* [Problem to work on]: Return every line of the listing, exactly as it reads.

◇ ◇ ◇ ◇ ◇

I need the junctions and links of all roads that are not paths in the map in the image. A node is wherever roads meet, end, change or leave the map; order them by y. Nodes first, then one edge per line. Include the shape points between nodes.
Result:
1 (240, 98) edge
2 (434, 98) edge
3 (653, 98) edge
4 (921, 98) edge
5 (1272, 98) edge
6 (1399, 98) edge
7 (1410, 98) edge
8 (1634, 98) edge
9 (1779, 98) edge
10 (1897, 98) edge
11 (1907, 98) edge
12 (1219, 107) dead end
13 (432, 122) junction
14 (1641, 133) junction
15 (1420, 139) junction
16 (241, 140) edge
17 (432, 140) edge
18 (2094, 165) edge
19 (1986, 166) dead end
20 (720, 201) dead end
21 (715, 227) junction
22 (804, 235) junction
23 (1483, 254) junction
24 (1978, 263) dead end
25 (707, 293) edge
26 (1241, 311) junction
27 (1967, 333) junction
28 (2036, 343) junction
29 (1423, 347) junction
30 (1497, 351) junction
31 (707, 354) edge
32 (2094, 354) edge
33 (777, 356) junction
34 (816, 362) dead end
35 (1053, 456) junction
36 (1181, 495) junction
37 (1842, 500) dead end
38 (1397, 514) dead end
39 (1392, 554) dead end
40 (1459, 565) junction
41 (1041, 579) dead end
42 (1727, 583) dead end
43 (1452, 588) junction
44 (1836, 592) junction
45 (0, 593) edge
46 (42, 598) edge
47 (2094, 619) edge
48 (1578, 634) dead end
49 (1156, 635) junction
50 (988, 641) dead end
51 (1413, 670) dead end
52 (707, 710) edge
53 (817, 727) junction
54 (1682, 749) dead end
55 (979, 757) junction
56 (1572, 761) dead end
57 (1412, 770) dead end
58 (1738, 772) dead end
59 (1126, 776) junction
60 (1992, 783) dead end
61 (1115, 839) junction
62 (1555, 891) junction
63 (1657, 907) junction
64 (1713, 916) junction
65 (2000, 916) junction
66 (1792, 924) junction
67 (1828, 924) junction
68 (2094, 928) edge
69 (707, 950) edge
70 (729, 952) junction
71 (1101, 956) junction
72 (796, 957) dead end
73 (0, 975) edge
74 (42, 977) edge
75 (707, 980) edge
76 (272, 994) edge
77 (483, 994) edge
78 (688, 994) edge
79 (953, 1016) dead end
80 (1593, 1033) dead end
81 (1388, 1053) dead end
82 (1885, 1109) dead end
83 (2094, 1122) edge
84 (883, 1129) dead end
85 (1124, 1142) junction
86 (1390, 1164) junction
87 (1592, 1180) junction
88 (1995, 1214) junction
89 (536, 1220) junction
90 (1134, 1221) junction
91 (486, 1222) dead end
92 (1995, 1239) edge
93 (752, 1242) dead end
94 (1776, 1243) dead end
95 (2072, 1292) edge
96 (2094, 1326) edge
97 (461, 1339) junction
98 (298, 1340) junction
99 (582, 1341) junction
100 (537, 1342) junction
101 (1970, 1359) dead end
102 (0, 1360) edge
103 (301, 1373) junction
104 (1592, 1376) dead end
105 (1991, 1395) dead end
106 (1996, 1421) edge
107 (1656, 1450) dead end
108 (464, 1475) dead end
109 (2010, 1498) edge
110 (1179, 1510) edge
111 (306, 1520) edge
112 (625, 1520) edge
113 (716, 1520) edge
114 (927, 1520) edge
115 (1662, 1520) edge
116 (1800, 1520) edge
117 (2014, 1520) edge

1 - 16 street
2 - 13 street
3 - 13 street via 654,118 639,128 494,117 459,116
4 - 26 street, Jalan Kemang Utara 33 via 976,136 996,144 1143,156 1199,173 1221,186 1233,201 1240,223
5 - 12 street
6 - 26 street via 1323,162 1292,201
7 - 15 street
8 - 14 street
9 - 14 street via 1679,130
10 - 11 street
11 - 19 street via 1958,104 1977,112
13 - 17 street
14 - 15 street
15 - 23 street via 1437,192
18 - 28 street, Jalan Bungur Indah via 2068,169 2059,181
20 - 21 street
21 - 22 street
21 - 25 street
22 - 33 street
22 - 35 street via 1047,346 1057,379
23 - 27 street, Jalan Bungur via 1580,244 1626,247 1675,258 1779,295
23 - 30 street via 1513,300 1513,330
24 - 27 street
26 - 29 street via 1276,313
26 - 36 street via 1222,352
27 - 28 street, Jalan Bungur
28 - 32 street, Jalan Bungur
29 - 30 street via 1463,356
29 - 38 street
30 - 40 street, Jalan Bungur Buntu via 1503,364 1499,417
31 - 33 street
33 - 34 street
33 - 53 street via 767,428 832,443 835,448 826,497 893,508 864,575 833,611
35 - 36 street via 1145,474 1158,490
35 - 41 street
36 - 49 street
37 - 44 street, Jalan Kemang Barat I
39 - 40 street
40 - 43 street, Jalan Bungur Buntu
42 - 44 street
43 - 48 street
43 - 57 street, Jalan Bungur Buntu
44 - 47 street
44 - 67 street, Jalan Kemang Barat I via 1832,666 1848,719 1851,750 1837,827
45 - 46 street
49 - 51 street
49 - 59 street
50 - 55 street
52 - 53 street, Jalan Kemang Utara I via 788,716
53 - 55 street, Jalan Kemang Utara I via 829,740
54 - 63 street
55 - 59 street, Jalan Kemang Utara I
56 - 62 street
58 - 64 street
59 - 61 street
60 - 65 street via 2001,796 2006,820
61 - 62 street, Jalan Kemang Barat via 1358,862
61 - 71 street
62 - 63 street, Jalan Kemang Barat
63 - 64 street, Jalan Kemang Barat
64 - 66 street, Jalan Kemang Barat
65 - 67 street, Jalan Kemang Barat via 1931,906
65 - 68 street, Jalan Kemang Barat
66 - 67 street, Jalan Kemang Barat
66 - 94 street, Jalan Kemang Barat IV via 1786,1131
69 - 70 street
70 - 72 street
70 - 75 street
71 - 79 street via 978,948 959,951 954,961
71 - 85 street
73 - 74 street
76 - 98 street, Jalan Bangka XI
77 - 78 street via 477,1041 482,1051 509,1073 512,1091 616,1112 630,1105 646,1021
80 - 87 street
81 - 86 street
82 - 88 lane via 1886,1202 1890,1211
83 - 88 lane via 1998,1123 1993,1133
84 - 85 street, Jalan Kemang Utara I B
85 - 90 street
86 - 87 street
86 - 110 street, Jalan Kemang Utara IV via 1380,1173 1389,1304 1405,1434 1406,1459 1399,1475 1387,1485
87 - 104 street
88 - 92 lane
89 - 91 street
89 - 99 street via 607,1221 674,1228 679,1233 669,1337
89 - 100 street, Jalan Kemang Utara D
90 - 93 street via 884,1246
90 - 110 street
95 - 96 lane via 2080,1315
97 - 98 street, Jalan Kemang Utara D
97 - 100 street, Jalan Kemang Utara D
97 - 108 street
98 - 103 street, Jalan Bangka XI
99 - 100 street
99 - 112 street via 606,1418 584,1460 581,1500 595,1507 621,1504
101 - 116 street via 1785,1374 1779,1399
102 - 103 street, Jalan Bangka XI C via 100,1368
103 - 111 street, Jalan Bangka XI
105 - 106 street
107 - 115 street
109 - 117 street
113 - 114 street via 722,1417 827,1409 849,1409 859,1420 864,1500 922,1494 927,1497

◇ ◇ ◇ ◇ ◇

* [Task output]:
I need the junctions and links of all roads that are not paths in the map in the image. A node is wherever roads meet, end, change or leave the map; order them by y. Nodes first, then one edge per line. Include the shape points between nodes.
Result:
1 (240, 98) edge
2 (434, 98) edge
3 (653, 98) edge
4 (921, 98) edge
5 (1272, 98) edge
6 (1399, 98) edge
7 (1410, 98) edge
8 (1634, 98) edge
9 (1779, 98) edge
10 (1897, 98) edge
11 (1907, 98) edge
12 (1219, 107) dead end
13 (432, 122) junction
14 (1641, 133) junction
15 (1420, 139) junction
16 (241, 140) edge
17 (432, 140) edge
18 (2094, 165) edge
19 (1986, 166) dead end
20 (720, 201) dead end
21 (715, 227) junction
22 (804, 235) junction
23 (1483, 254) junction
24 (1978, 263) dead end
25 (707, 293) edge
26 (1241, 311) junction
27 (1967, 333) junction
28 (2036, 343) junction
29 (1423, 347) junction
30 (1497, 351) junction
31 (707, 354) edge
32 (2094, 354) edge
33 (777, 356) junction
34 (816, 362) dead end
35 (1053, 456) junction
36 (1181, 495) junction
37 (1842, 500) dead end
38 (1397, 514) dead end
39 (1392, 554) dead end
40 (1459, 565) junction
41 (1041, 579) dead end
42 (1727, 583) dead end
43 (1452, 588) junction
44 (1836, 592) junction
45 (0, 593) edge
46 (42, 598) edge
47 (2094, 619) edge
48 (1578, 634) dead end
49 (1156, 635) junction
50 (988, 641) dead end
51 (1413, 670) dead end
52 (707, 710) edge
53 (817, 727) junction
54 (1682, 749) dead end
55 (979, 757) junction
56 (1572, 761) dead end
57 (1412, 770) dead end
58 (1738, 772) dead end
59 (1126, 776) junction
60 (1992, 783) dead end
61 (1115, 839) junction
62 (1555, 891) junction
63 (1657, 907) junction
64 (1713, 916) junction
65 (2000, 916) junction
66 (1792, 924) junction
67 (1828, 924) junction
68 (2094, 928) edge
69 (707, 950) edge
70 (729, 952) junction
71 (1101, 956) junction
72 (796, 957) dead end
73 (0, 975) edge
74 (42, 977) edge
75 (707, 980) edge
76 (272, 994) edge
77 (483, 994) edge
78 (688, 994) edge
79 (953, 1016) dead end
80 (1593, 1033) dead end
81 (1388, 1053) dead end
82 (1885, 1109) dead end
83 (2094, 1122) edge
84 (883, 1129) dead end
85 (1124, 1142) junction
86 (1390, 1164) junction
87 (1592, 1180) junction
88 (1995, 1214) junction
89 (536, 1220) junction
90 (1134, 1221) junction
91 (486, 1222) dead end
92 (1995, 1239) edge
93 (752, 1242) dead end
94 (1776, 1243) dead end
95 (2072, 1292) edge
96 (2094, 1326) edge
97 (461, 1339) junction
98 (298, 1340) junction
99 (582, 1341) junction
100 (537, 1342) junction
101 (1970, 1359) dead end
102 (0, 1360) edge
103 (301, 1373) junction
104 (1592, 1376) dead end
105 (1991, 1395) dead end
106 (1996, 1421) edge
107 (1656, 1450) dead end
108 (464, 1475) dead end
109 (2010, 1498) edge
110 (1179, 1510) edge
111 (306, 1520) edge
112 (625, 1520) edge
113 (716, 1520) edge
114 (927, 1520) edge
115 (1662, 1520) edge
116 (1800, 1520) edge
117 (2014, 1520) edge

1 - 16 street
2 - 13 street
3 - 13 street via 654,118 639,128 494,117 459,116
4 - 26 street, Jalan Kemang Utara 33 via 976,136 996,144 1143,156 1199,173 1221,186 1233,201 1240,223
5 - 12 street
6 - 26 street via 1323,162 1292,201
7 - 15 street
8 - 14 street
9 - 14 street via 1679,130
10 - 11 street
11 - 19 street via 1958,104 1977,112
13 - 17 street
14 - 15 street
15 - 23 street via 1437,192
18 - 28 street, Jalan Bungur Indah via 2068,169 2059,181
20 - 21 street
21 - 22 street
21 - 25 street
22 - 33 street
22 - 35 street via 1047,346 1057,379
23 - 27 street, Jalan Bungur via 1580,244 1626,247 1675,258 1779,295
23 - 30 street via 1513,300 1513,330
24 - 27 street
26 - 29 street via 1276,313
26 - 36 street via 1222,352
27 - 28 street, Jalan Bungur
28 - 32 street, Jalan Bungur
29 - 30 street via 1463,356
29 - 38 street
30 - 40 street, Jalan Bungur Buntu via 1503,364 1499,417
31 - 33 street
33 - 34 street
33 - 53 street via 767,428 832,443 835,448 826,497 893,508 864,575 833,611
35 - 36 street via 1145,474 1158,490
35 - 41 street
36 - 49 street
37 - 44 street, Jalan Kemang Barat I
39 - 40 street
40 - 43 street, Jalan Bungur Buntu
42 - 44 street
43 - 48 street
43 - 57 street, Jalan Bungur Buntu
44 - 47 street
44 - 67 street, Jalan Kemang Barat I via 1832,666 1848,719 1851,750 1837,827
45 - 46 street
49 - 51 street
49 - 59 street
50 - 55 street
52 - 53 street, Jalan Kemang Utara I via 788,716
53 - 55 street, Jalan Kemang Utara I via 829,740
54 - 63 street
55 - 59 street, Jalan Kemang Utara I
56 - 62 street
58 - 64 street
59 - 61 street
60 - 65 street via 2001,796 2006,820
61 - 62 street, Jalan Kemang Barat via 1358,862
61 - 71 street
62 - 63 street, Jalan Kemang Barat
63 - 64 street, Jalan Kemang Barat
64 - 66 street, Jalan Kemang Barat
65 - 67 street, Jalan Kemang Barat via 1931,906
65 - 68 street, Jalan Kemang Barat
66 - 67 street, Jalan Kemang Barat
66 - 94 street, Jalan Kemang Barat IV via 1786,1131
69 - 70 street
70 - 72 street
70 - 75 street
71 - 79 street via 978,948 959,951 954,961
71 - 85 street
73 - 74 street
76 - 98 street, Jalan Bangka XI
77 - 78 street via 477,1041 482,1051 509,1073 512,1091 616,1112 630,1105 646,1021
80 - 87 street
81 - 86 street
82 - 88 lane via 1886,1202 1890,1211
83 - 88 lane via 1998,1123 1993,1133
84 - 85 street, Jalan Kemang Utara I B
85 - 90 street
86 - 87 street
86 - 110 street, Jalan Kemang Utara IV via 1380,1173 1389,1304 1405,1434 1406,1459 1399,1475 1387,1485
87 - 104 street
88 - 92 lane
89 - 91 street
89 - 99 street via 607,1221 674,1228 679,1233 669,1337
89 - 100 street, Jalan Kemang Utara D
90 - 93 street via 884,1246
90 - 110 street
95 - 96 lane via 2080,1315
97 - 98 street, Jalan Kemang Utara D
97 - 100 street, Jalan Kemang Utara D
97 - 108 street
98 - 103 street, Jalan Bangka XI
99 - 100 street
99 - 112 street via 606,1418 584,1460 581,1500 595,1507 621,1504
101 - 116 street via 1785,1374 1779,1399
102 - 103 street, Jalan Bangka XI C via 100,1368
103 - 111 street, Jalan Bangka XI
105 - 106 street
107 - 115 street
109 - 117 street
113 - 114 street via 722,1417 827,1409 849,1409 859,1420 864,1500 922,1494 927,1497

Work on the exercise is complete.